§ **Work required**:
Within these records, how many lines hold "Dezembro"? Give the number alone.

Collection entries:

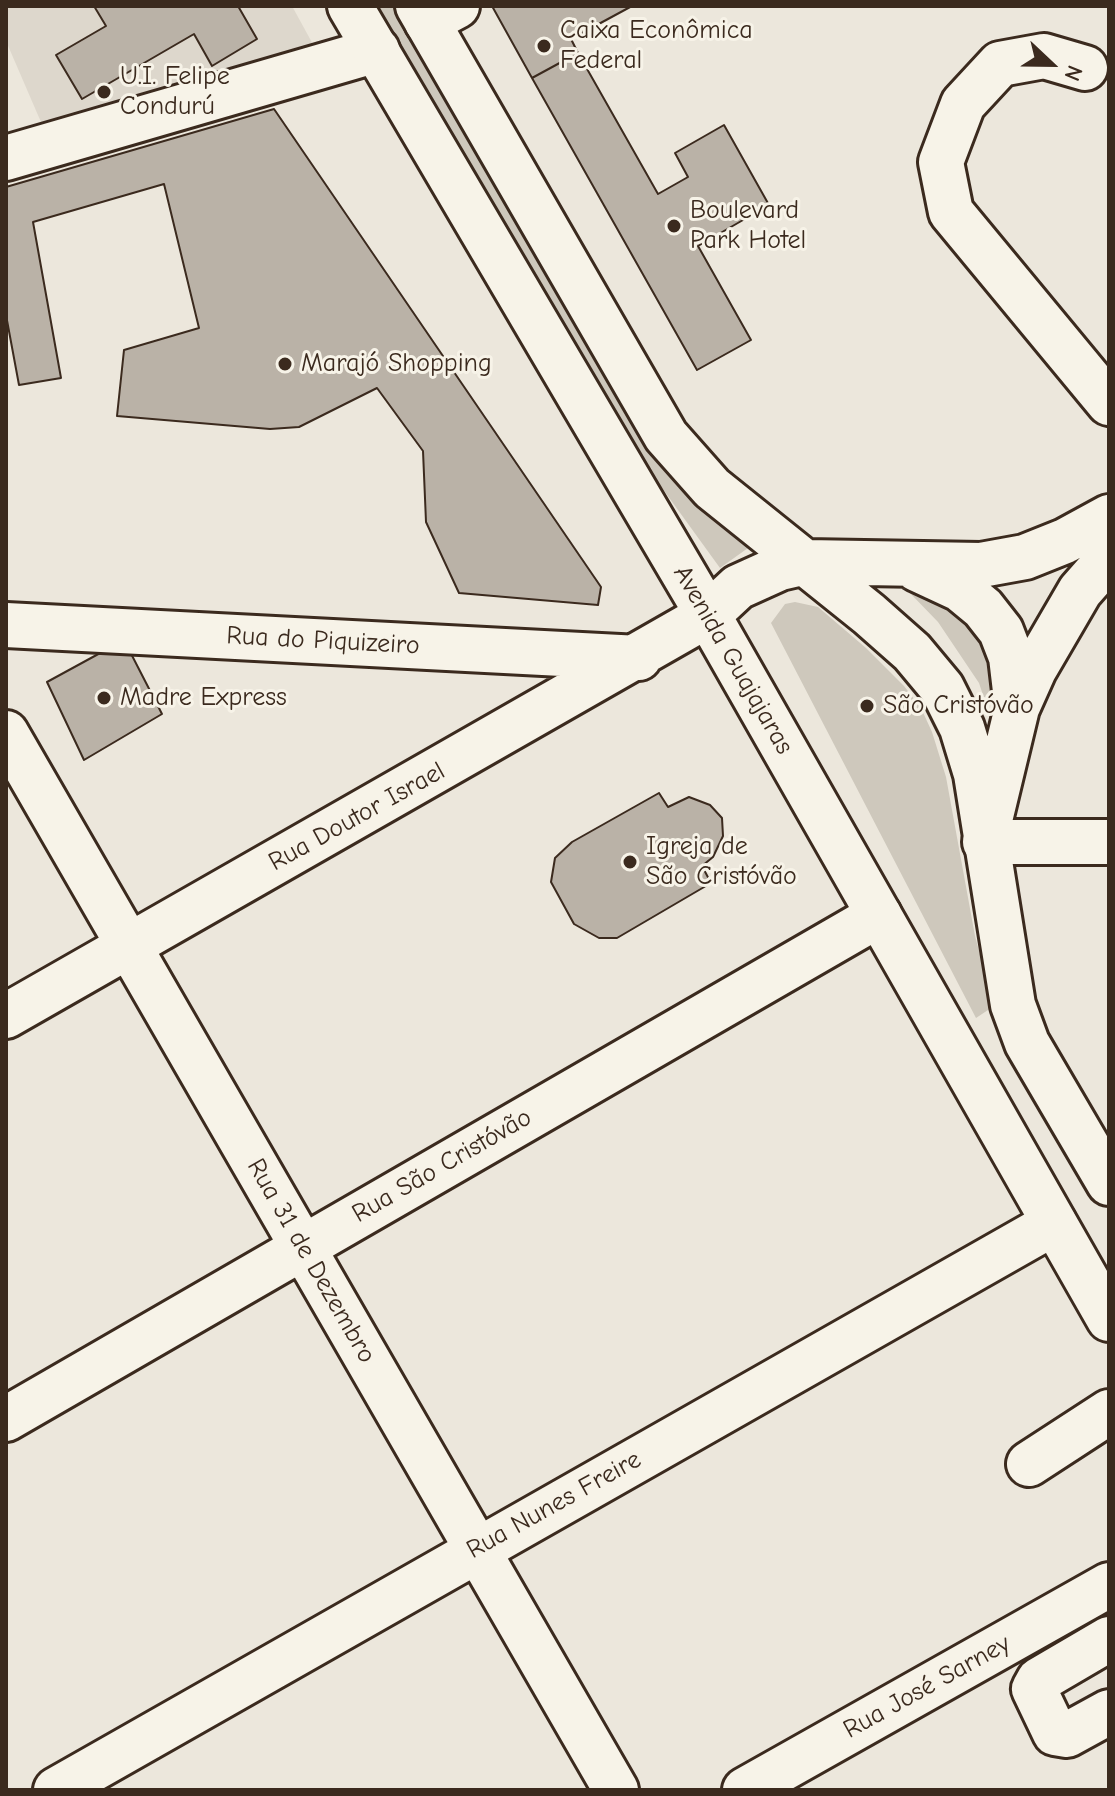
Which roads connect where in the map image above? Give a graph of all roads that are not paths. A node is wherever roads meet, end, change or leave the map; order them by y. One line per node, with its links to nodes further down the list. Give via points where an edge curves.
1 (350, 6): 3 (street, Avenida Guajajaras)
2 (434, 11): 9 (street, via 666,436 712,488)
3 (377, 50): 5 (street); 11 (street, Avenida Guajajaras)
4 (1085, 68): 6 (street, via 1044,56 1000,64 963,104 941,162 951,212)
5 (6, 158)
6 (1109, 403)
7 (1109, 517): 10 (street, Rua Doutor Israel, via 1025,557 981,565)
8 (1109, 558): 14 (street, via 1054,630)
9 (806, 562): 10 (street, Rua Doutor Israel); 11 (street, Rua Doutor Israel, via 758,575); 16 (street, via 912,652 942,688 976,774)
10 (909, 566): 14 (street, via 960,589 1001,631 1011,657)
11 (708, 615): 13 (street, Rua Doutor Israel); 18 (street, Avenida Guajajaras)
12 (6, 625): 13 (street, Rua do Piquizeiro)
13 (639, 658): 19 (street, Rua Doutor Israel)
14 (1017, 708): 16 (street)
15 (6, 733): 19 (street, Rua 31 de Dezembro)
16 (985, 842): 17 (street); 21 (street, via 1013,1005 1027,1043)
17 (1109, 842)
18 (879, 915): 22 (street, Avenida Guajajaras); 23 (street, Rua São Cristóvão)
19 (129, 946): 20 (street, Rua Doutor Israel); 23 (street, Rua 31 de Dezembro)
20 (6, 1016)
21 (1108, 1180)
22 (1054, 1223): 24 (street, Avenida Guajajaras); 28 (street, Rua Nunes Freire)
23 (302, 1245): 26 (street, Rua São Cristóvão); 28 (street, Rua 31 de Dezembro)
24 (1109, 1319)
25 (1109, 1412): 27 (street)
26 (6, 1419)
27 (1029, 1464)
28 (477, 1548): 32 (street, Rua Nunes Freire); 33 (street, Rua 31 de Dezembro)
29 (1109, 1585): 34 (street, Rua José Sarney)
30 (1109, 1639): 31 (street, via 1039,1680 1034,1689 1055,1733 1067,1735)
31 (1109, 1712)
32 (56, 1790)
33 (616, 1790)
34 (745, 1790)

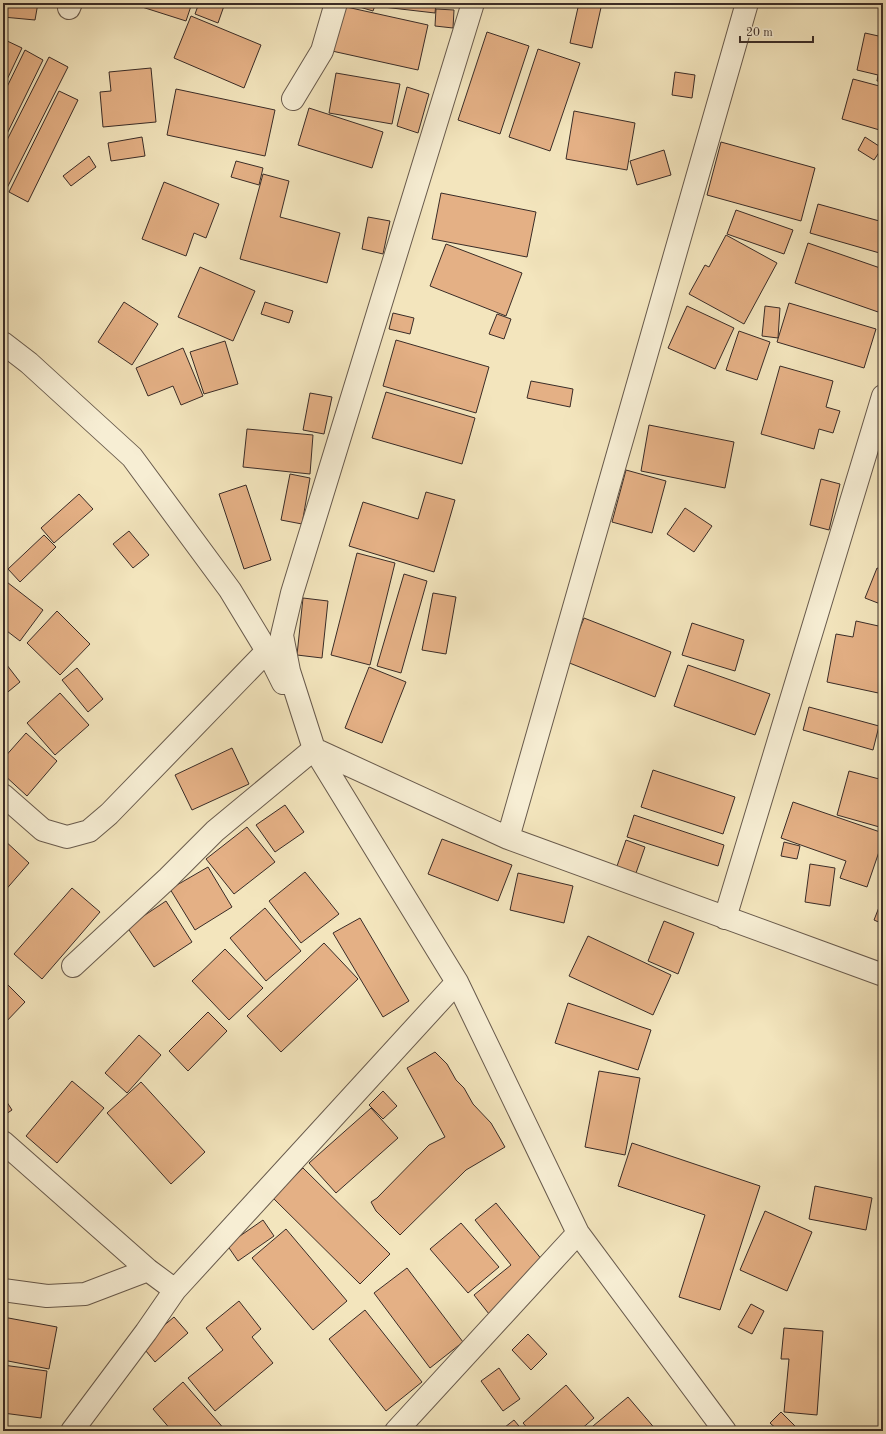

§ **Output below**:
4